RunSignup entered this new era with a solid base of technology, having developed a virtual TXT bot service over a year earlier, as well as having RaceJoy so that races could have a more real flavor even though they were virtual. RunSignup’s rapid development capabilities have also resulted in a slew of new and enhanced features for virtual races. We also brought out our Virtual Hub of information to races. In addition, our extensive timer channel and wide mix of 21,000 races gives a very rich set of customers who will be looking to virtual races to produce revenue. These are likely the reasons why we have seen less of a traffic drop than other vendors.

Looking Forward

We worked with a wide variety of race directors, timers and industry professionals to come up with an open document titled “Looking Forward: Guidelines for Races” covering the many aspects of opening races back up. This effort hopefully allows races to start up again sooner and more safely, which will benefit the entire community and all vendors.
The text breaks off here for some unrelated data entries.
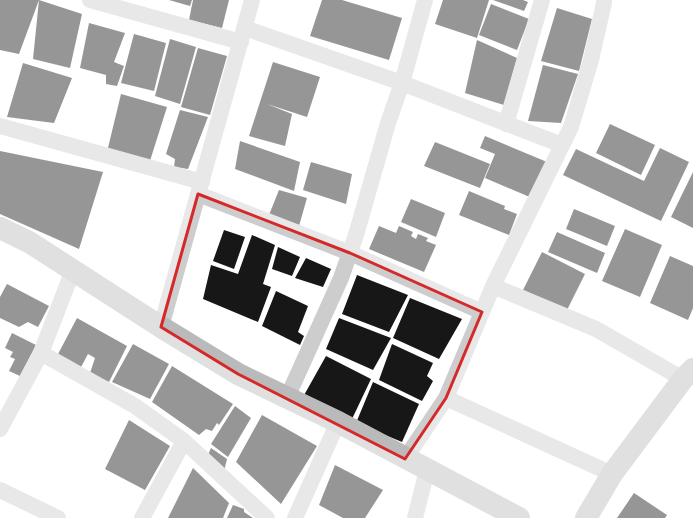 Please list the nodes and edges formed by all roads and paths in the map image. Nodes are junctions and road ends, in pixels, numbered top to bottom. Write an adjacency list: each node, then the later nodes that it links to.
1 (90, 0): 6 (street)
2 (252, 0): 6 (street)
3 (425, 0): 7 (street)
4 (542, 0): 8 (street)
5 (604, 0): 10 (street)
6 (243, 35): 7 (street); 11 (street)
7 (402, 83): 8 (street); 13 (street)
8 (506, 124): 10 (street)
9 (0, 126): 11 (street)
10 (562, 145): 15 (street)
11 (200, 188): 13 (street); 17 (street)
12 (0, 228): 14 (street)
13 (350, 253): 16 (street); 20 (street)
14 (73, 270): 17 (street); 18 (street)
15 (494, 286): 16 (street); 19 (street)
16 (482, 312): 21 (street)
17 (161, 327): 20 (street)
18 (41, 353): 23 (street); 24 (street)
19 (688, 374): 27 (street)
20 (288, 398): 22 (street)
21 (446, 398): 25 (street); 27 (street)
22 (338, 422): 25 (street); 32 (street)
23 (0, 429)
24 (184, 441): 30 (street); 31 (street)
25 (405, 458): 26 (street)
26 (427, 470): 33 (street); 34 (street)
27 (612, 474): 35 (street)
28 (0, 490): 29 (street)
29 (58, 518)
30 (142, 518)
31 (267, 518)
32 (295, 518)
33 (415, 518)
34 (519, 518)
35 (586, 518) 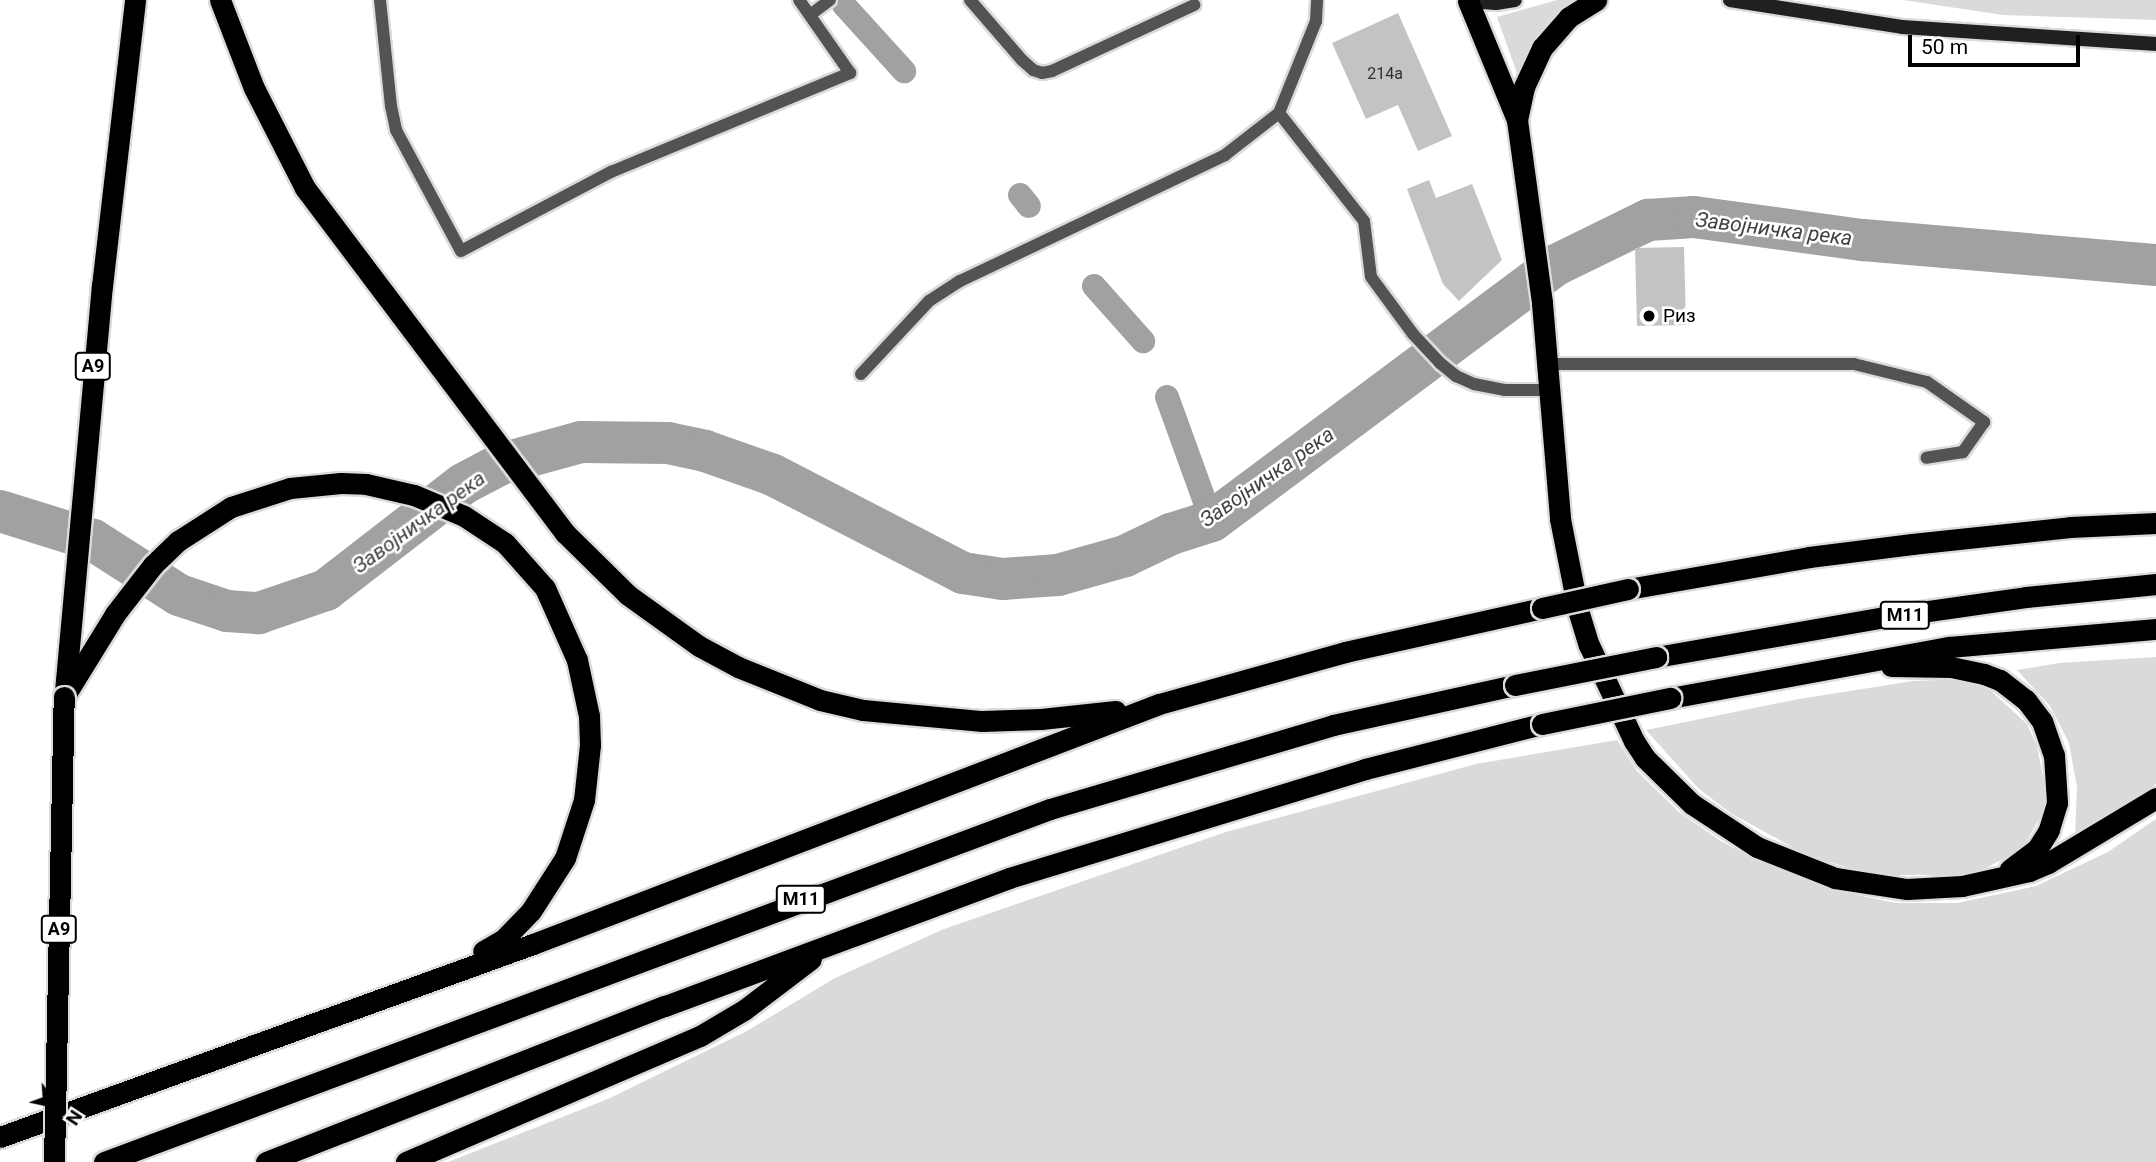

When we think about how this will roll out, we think that it will start small. We have already seen our own Crisp McDonald hold an experimental “touchless” chip timed event this past weekend in his neighborhood. (There was a bottle of hand sanitizer next to the self-serve checkin tablet not visible in the picture!)

However, the high end of the market will have challenges, as we pointed out in our Start Line Bottleneck analysis, probably through the end of this year. These challenges will put real financial costs on events of all sizes, but could escalate quite a bit for large events. And many of these large event organizations will have a difficult two years as they try to figure out how to make one year of revenue last for two years. We anticipate the large organizations will turn to virtual events and put their marketing muscle behind it, as we have seen from Rock & Roll and Ironman already.

Doubtless, the Coronavirus will have a sustained impact on our community probably for the next couple of years. It will put extra costs and limitations on events, and there will be missed revenue. It will require events and the vendors who serve them to figure out ways to make money and save money to survive. It will result in a lot of changes.

On the cheerful side (and we are optimistic), there will be a large pent-up demand. Event organizers are typically more than business operators – their events have been successful because of the love they have for the sport, their events and the causes they represent. That passion will carry us all through this tough time.